In 2007, New Jersey and New Mexico became the 14th and 15th states to abolish the death penalty. Ten other states have considered repealing it in recent years.

I would like to abolish the DP & abortion~

Kansas lawmakers have four days of hearings scheduled later this month to consider abolishing executions in the state, based in part on cost. And a Duke University professor concluded that North Carolina could save $11 million a year if it halted the death penalty.

I realize the economical aspect of housing criminals in the prison system & following thru w/ the judicial process may be costly but I never place my disapproval of the DP based upon the cost of these measures but solely due to the fact that a human life is in play here...

"Criminals should be prosecuted," Brown said. "I want it to be life without parole. In the long run, that's much cheaper."

I agree....locked up & the key thrown away if the crime warrants this sentence.

Not all conservatives are open to Brown's pitch. Kent Scheidegger, legal director of the Criminal Justice Legal Foundation and an outspoken capital punishment supporter, said most of the costs of a death penalty case come from "exhaustive investigation" of the defendant's background and should be cut out.

"I think those who are falling for this line are misguided," Scheidegger said. "The death penalty does not need to cost more than life imprisonment."

While there are no hard numbers on how many conservatives have joined the anti-capital punishment campaign, those involved say it's a growing movement.

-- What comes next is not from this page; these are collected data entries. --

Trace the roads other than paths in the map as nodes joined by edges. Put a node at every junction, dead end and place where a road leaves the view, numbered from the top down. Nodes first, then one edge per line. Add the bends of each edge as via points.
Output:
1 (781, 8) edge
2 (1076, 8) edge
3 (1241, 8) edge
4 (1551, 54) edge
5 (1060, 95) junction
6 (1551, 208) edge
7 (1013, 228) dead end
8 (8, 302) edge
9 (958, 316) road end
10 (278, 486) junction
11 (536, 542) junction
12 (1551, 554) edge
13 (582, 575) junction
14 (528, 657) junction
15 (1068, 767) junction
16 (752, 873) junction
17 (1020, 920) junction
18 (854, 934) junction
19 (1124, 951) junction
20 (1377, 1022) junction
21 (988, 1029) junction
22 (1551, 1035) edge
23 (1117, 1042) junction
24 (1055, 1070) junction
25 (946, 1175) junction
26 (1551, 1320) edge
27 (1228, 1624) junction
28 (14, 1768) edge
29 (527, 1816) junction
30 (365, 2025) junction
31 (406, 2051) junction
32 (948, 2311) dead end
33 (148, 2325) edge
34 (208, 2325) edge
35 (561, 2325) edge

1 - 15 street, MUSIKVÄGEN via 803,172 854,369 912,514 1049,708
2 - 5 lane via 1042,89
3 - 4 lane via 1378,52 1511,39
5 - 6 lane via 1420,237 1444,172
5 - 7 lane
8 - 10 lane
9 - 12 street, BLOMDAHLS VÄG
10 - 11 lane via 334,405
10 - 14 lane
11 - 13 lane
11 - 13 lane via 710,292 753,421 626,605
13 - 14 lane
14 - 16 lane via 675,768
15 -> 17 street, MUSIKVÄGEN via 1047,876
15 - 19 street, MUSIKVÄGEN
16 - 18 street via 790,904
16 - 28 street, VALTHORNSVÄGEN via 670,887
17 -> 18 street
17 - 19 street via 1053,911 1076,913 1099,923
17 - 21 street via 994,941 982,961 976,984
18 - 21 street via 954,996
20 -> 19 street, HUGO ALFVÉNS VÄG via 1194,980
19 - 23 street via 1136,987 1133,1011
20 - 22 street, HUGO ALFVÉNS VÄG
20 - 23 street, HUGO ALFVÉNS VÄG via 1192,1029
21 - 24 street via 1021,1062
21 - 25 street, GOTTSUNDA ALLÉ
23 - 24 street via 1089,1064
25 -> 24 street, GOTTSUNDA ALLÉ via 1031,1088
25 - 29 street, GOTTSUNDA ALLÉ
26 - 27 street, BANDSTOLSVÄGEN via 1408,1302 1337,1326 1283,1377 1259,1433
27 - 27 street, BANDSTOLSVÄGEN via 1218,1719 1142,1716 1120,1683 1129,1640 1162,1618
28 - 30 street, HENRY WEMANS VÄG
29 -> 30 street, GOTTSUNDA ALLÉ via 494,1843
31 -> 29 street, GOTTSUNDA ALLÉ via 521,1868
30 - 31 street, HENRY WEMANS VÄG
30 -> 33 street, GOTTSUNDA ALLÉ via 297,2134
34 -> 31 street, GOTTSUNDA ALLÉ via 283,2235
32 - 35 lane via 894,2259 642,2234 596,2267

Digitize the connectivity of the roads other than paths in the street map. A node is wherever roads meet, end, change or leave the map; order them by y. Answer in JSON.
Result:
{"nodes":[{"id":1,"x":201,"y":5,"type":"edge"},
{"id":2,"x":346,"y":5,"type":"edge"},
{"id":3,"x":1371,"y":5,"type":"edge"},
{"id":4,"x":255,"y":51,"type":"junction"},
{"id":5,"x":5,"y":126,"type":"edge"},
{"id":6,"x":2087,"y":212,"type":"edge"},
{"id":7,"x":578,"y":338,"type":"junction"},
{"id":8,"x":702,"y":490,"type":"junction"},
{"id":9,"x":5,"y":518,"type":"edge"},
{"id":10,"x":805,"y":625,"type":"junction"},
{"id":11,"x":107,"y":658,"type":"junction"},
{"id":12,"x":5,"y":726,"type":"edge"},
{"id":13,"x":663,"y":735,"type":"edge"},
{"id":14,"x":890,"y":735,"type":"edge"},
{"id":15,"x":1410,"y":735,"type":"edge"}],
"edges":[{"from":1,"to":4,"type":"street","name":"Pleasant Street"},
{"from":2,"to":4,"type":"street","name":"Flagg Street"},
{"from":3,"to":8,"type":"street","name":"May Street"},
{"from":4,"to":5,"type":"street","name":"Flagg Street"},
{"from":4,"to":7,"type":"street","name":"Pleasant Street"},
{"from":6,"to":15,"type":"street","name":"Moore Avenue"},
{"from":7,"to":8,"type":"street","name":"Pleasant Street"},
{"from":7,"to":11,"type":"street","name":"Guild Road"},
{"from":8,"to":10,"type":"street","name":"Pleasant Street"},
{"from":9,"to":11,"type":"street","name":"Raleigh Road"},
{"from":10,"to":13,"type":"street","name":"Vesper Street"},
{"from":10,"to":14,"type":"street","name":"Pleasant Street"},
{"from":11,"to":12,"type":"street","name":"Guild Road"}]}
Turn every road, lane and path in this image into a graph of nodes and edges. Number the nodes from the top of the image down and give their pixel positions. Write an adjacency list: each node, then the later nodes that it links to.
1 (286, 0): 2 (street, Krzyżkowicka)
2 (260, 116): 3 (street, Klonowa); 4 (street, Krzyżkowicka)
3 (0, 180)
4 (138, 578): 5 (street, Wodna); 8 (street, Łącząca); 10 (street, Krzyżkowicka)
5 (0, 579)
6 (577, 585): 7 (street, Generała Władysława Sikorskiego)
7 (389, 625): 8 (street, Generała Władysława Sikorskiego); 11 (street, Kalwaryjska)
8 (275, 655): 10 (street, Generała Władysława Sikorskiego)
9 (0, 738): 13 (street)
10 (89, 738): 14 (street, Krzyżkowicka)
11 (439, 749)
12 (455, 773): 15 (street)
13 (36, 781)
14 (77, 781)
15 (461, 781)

I have been reading this for the past few yrs. now. There seemingly is a trend in this direction.

"I am so sick of American polarizing politics," said Laura Porter, director of organizing for the Equal Justice USA. "I think we all have a lot more in common than is ever acknowledged."

Hopefully...

Brown knows not everyone will agree with him, but he and other death penalty opponents are willing to take small gains.

"There are some people I'm not going to convince," Brown said. "That's all right. I'm not trying to win over the world."

No one has the power to win everyone's opinion....but standing firm w/ one's principles & beliefs is a good place to start esp. when it involves the moral fabric of a Nation. JMHO~

------------

On the Web: http://www.ncadp.org/


Lil_ol_me9306
by on Jan. 18, 2010 at 4:39 PM

Quite frankly, I'm all for the death penalty in cases like the one Glitter pointed out.  Kill the bastards that rape little girls and children.  They don't deserve a heartbeat.  I'm also pro choice.

PamR
by on Jan. 18, 2010 at 5:30 PM

Obviously, the death penalty and abortion are two very different things.   I agree with BK (whaaa????) that as we have the ability to lock the person up forever, we should do this.  It has nothing to do with whether or not they deserve to die for what they have done; rather, should any government commit murder in retailiation for a crime?  As far as cost of housing a criminal for life, it has been shown to be more expensive to follow through on a sentence of death.

 

atlmom2
by Susie on Jan. 18, 2010 at 5:34 PM

I am (liberal) conservative and I am pro choice and pro death penalty.